Disse S. Gregorio, que os crocodillos do Nilo chegavam a ter até o comprimento de 20 covados, a cor de açafrão, porem os do Maranhão e de suas circumvisinhanças não iam alem, como ja disse, de 10 ou 12 pés, com a differença tambem de habitarem aquelles, durante a noite, a agoa, e de dia a terra, porque busca o calor, visto serem no Egypto á noite as agoas quentes e a terra fria, e de dia vice-versa.

No Maranhão acontece o contrario: de noite ficam em terra, e de dia n’agoa, porque as agoas são frias á noite e quentes de dia, e a terra temperada.

A razão, porque este animal tem medo dos que o perseguem, e é atrevido contra os que fogem d’elle, é porque facilmente atira-se sobre este, e só com muita difficuldade se defende d’aquelles, sendo este procedimento o resultado de sua naturesa timida e assustada.

Tem só um intestino, porque não faz a primeira digestão nas carnes cortadas em bocadinhos.

Temem mais os selvagens que os francezes, e os do Nilo receiam mais os egypcios do que os estrangeiros, o que explica Solinus dizendo reconhecerem elles naturalmente pelo cheiro os que o guerreiam constantemente.

Disse um phisiologista, que quando elle devora alguem, chora a sua desgraça: não sei si será verdade.[NCH 69]

Alem d’estes exercicios, no Piry perseguem os selvagens as tartarugas, ahi em quantidade incrivel, e trazem-nas vivas tantas quantas podem.

Não são avarentos, antes sim por poucos generos alcançareis muitas.

Lembro-me, que passando algumas canoas pela nossa situação de São Francisco, por uma faquinha de custo de um soldo na França, deram-me setenta, e pela farinha, que lhes offereci para jantar, mimosearam-me com vinte e cinco, que guardei em lugar humido e fresco, deitando-lhes todos os dias um pouco d’agoa, e assim se conserváram sem comer por mais de seis semanas.

Os selvagens comem-nas com muito gosto, e dizem que ellas lhes conservam a saude, e lhes fazem bom estomago.

Cozinham-nas em seos cascos inteirinhas, sem tirar-lhes as entranhas, e nós as achamos assim preparadas muito melhores do que de outra fórma.
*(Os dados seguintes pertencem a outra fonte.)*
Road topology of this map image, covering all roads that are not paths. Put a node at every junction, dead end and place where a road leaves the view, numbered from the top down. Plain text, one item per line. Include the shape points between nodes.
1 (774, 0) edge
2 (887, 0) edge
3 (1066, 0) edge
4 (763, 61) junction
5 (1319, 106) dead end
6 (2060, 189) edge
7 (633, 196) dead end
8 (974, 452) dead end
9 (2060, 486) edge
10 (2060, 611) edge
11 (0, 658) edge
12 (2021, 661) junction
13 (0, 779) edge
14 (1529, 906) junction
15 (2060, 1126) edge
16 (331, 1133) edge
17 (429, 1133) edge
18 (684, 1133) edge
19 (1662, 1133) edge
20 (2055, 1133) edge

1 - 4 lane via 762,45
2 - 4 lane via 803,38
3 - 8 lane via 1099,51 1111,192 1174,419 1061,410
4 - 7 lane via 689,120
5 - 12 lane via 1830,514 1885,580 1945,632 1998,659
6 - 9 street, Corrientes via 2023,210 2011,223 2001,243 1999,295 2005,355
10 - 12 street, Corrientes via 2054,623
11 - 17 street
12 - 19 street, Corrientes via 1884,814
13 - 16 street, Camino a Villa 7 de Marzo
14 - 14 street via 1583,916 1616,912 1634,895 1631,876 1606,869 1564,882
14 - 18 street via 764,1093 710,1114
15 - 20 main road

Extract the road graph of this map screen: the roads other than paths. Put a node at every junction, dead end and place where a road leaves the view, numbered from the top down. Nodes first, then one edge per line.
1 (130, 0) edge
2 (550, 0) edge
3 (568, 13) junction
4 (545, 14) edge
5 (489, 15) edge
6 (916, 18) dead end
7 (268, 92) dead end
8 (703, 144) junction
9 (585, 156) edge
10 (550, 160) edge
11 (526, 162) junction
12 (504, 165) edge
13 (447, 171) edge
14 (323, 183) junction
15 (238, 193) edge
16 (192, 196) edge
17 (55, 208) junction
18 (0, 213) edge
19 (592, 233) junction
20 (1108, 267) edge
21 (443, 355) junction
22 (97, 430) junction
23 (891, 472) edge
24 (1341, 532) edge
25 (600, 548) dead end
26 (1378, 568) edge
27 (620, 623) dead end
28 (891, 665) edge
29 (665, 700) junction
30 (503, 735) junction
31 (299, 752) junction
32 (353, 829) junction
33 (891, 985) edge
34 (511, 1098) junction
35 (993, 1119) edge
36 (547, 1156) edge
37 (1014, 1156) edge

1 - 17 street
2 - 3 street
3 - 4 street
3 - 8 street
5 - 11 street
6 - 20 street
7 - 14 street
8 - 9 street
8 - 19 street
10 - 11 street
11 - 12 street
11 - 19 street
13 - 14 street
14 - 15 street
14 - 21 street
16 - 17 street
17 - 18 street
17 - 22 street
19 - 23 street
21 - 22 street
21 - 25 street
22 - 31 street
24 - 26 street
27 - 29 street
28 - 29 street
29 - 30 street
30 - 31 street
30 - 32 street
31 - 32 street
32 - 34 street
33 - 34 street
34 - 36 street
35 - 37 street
Si algum d’elles soffre dos ouvidos por algum defluxo tiram as mulheres o sangue d’estes reptis, misturam-no com o leite tirado de suas mamas, e com isto friccionam o fundo da orelha.

Quando arrancam o cabello dos seos corpos, com pinças de ferro, que lhes dão os francezes, esfregam a pelle com...

·
·
·
·
·
·
·
·
·
·
·
·
·
·
·
·
·
·
·
·
·
·
·
·
·
·
·
·
·
·
·
·
·
·
·
·
·
·
·
·
(falta uma folha).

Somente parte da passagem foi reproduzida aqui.